Aucun problème immédiat. C’est descendu parfaitement. La première goulée fut glacée, immédiatement suivie d’un arrière-goût épicé, avec un soupçon de réglisse. J’ignorais le nom de ce que je venais de boire mais je n’étais même pas certain que ce fût alcoolisé. Du moins, ça ne semblait pas l’être.
Nous nous sommes tous rassis autour de la table. On m’a servi de la nourriture et le commandant, lui, m’a versé un deuxième verre de schnaps. Je m’apprêtais à commencer à grignoter les hors-d’œuvre danois que j’avais devant moi – un smorgasbord – quand quelqu’un a posé sa main sur mon épaule.
J’ai relevé la tête. C’était le Grand Voyageur. Et, avec lui, Je-sais-tout et le Sceptique.
Ils n’avaient pas tout à fait les mêmes noms. Celui qui avait joué avec ma vie (ou quoi que ce fût d’autre) n’était pas allé chercher très loin. Gerald Fortescue, par exemple, était devenu Jeremy Forsyth. Et, malgré quelques différences subtiles, je n’eus aucun mal à les reconnaître. Leurs nouveaux noms sonnaient assez familièrement pour me prouver que quelqu’un, ou quelque chose, avait décidé de prolonger la plaisanterie.
(Mais pourquoi mon nouveau nom ne rappelait-il pas Hergensheimer ? Hergensheimer, c’était plutôt digne, et même majestueux. Graham était banal au contraire.)
— Alec, commença M. Forsyth, nous nous sommes trompés sur votre compte. Duncan, Pete et moi sommes heureux de le reconnaître. Voici les trois mille dollars que nous vous devons, et (il brandit un jéroboam qu’il avait caché jusque-là derrière son dos) le meilleur champagne du bord en témoignage de notre estime.

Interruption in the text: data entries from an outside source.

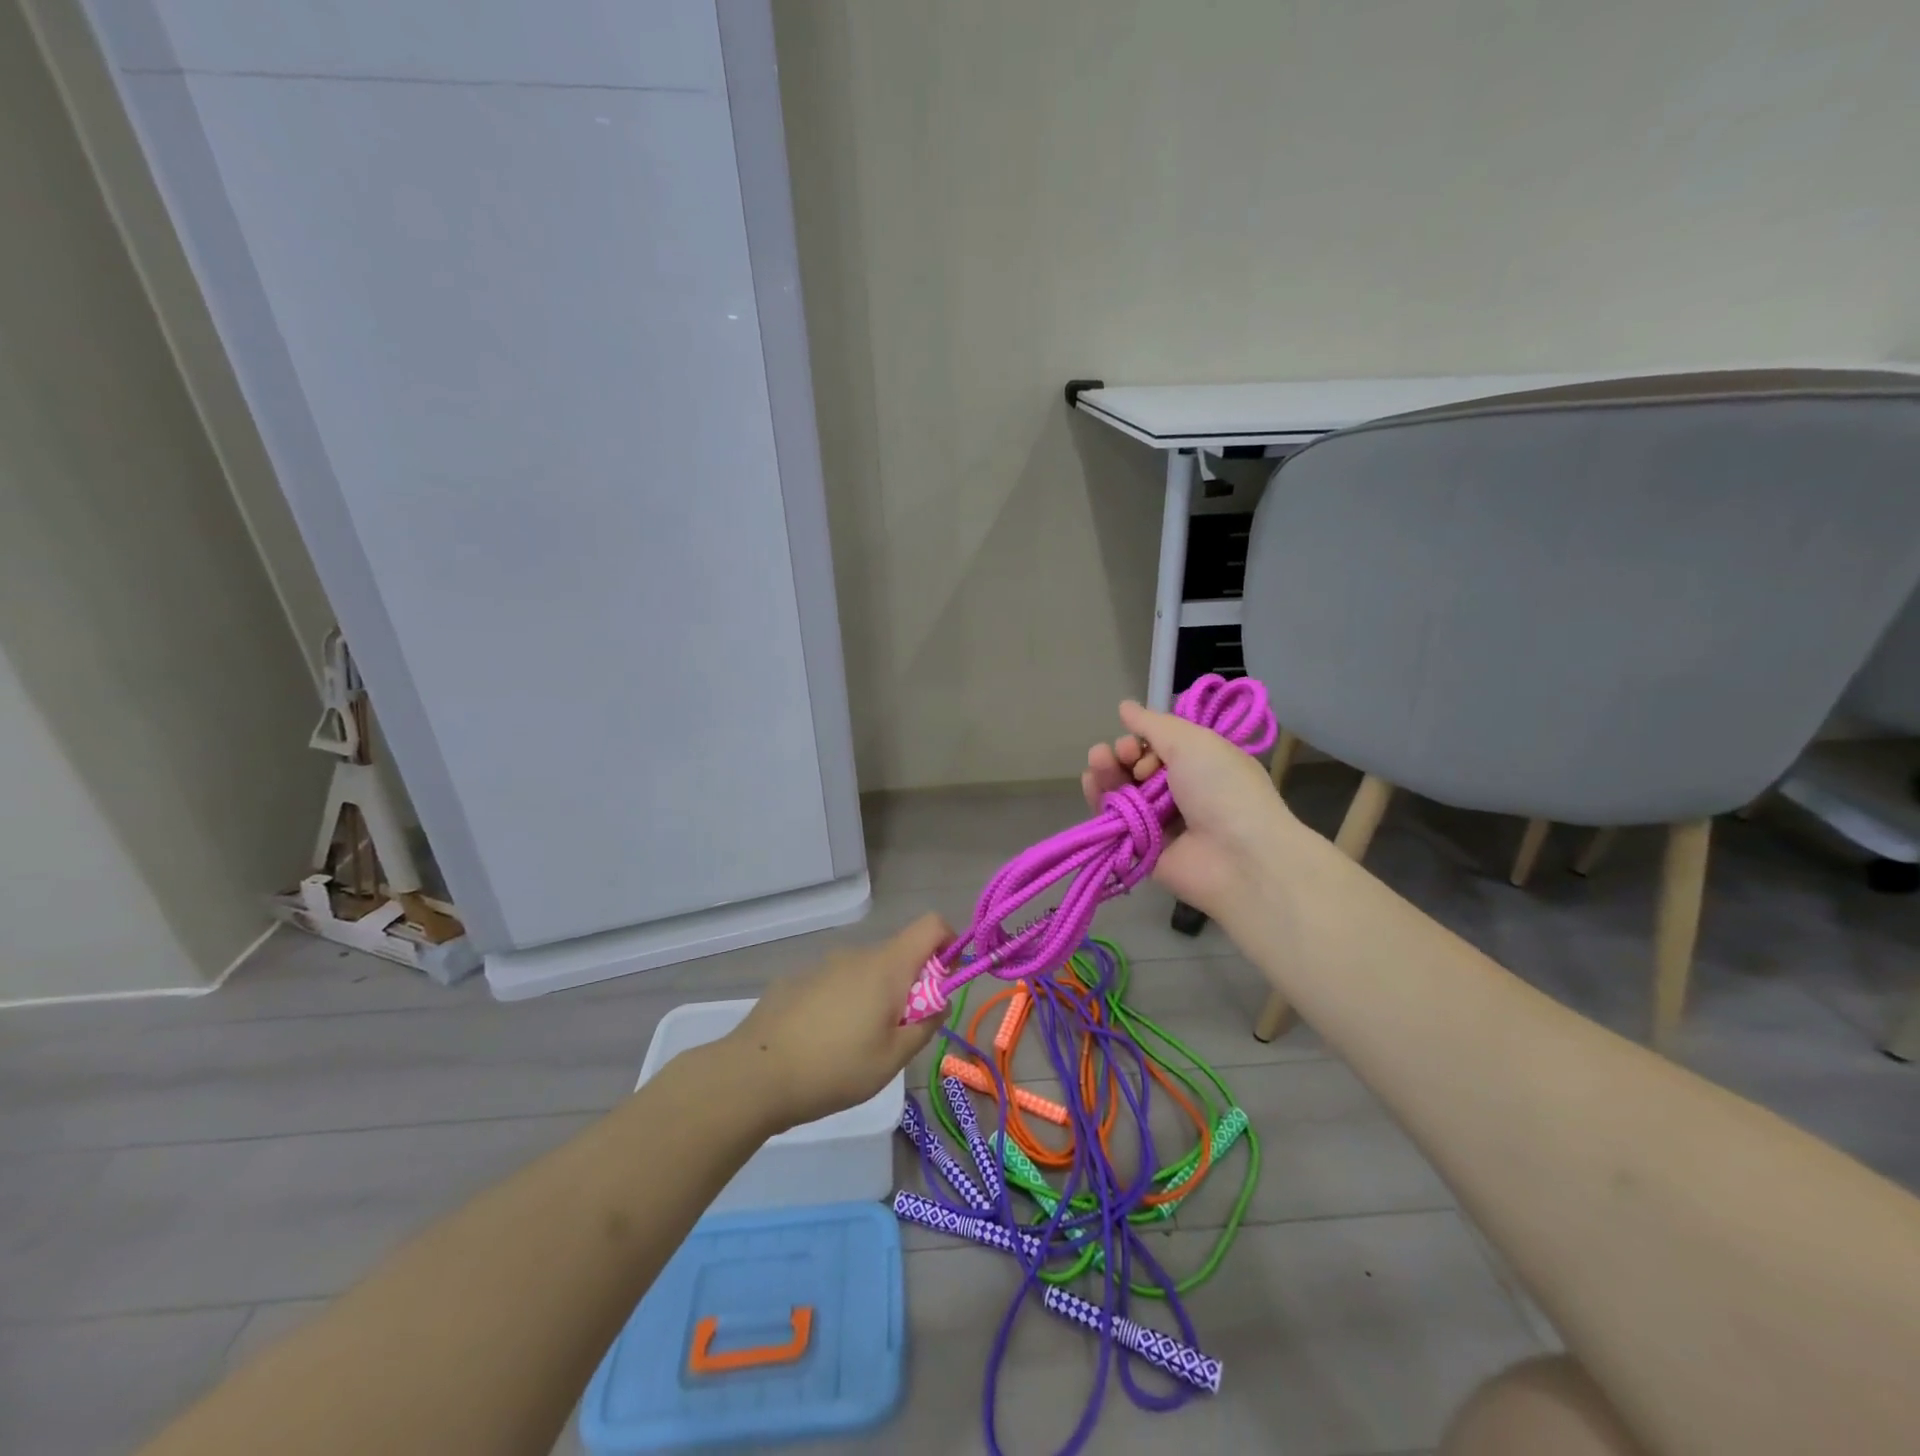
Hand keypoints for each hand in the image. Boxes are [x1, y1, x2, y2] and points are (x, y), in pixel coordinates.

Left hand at [721, 913, 950, 1133]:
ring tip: (856, 1046)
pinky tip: (821, 1042)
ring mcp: (824, 964)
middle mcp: (857, 953)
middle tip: (898, 1033)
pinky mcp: (797, 979)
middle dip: (910, 985)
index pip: (931, 925)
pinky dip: (843, 1003)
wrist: (755, 1075)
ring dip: (875, 996)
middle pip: (899, 954)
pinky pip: (836, 983)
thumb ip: (925, 1024)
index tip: (944, 982)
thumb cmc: (835, 1068)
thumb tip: (939, 1001)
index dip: (948, 944)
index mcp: (887, 966)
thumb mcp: (893, 1058)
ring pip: (866, 971)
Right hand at [1082, 700, 1294, 918]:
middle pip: (1137, 767)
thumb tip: (1125, 706)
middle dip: (1122, 754)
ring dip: (1107, 772)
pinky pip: (1114, 821)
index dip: (1144, 740)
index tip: (1138, 743)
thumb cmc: (1222, 789)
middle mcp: (1181, 792)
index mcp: (1201, 764)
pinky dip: (1099, 800)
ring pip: (1122, 791)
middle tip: (1122, 754)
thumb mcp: (1193, 742)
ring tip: (1098, 761)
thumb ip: (1153, 724)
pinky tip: (1090, 782)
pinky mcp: (1142, 847)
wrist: (1240, 858)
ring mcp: (1160, 821)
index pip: (1161, 746)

— Steward ! lança le commandant.
Le steward accourut aussitôt et se mit à remplir nos verres. Mais, juste avant, je m’étais retrouvé par trois fois en train de lancer Skaal ! pour chacun des perdants, et ce tout en empochant trois mille dollars (des dollars des Etats-Unis d’Amérique). Sur le moment, je n’eus pas le temps de me demander pourquoi trois cents dollars s’étaient métamorphosés en trois mille.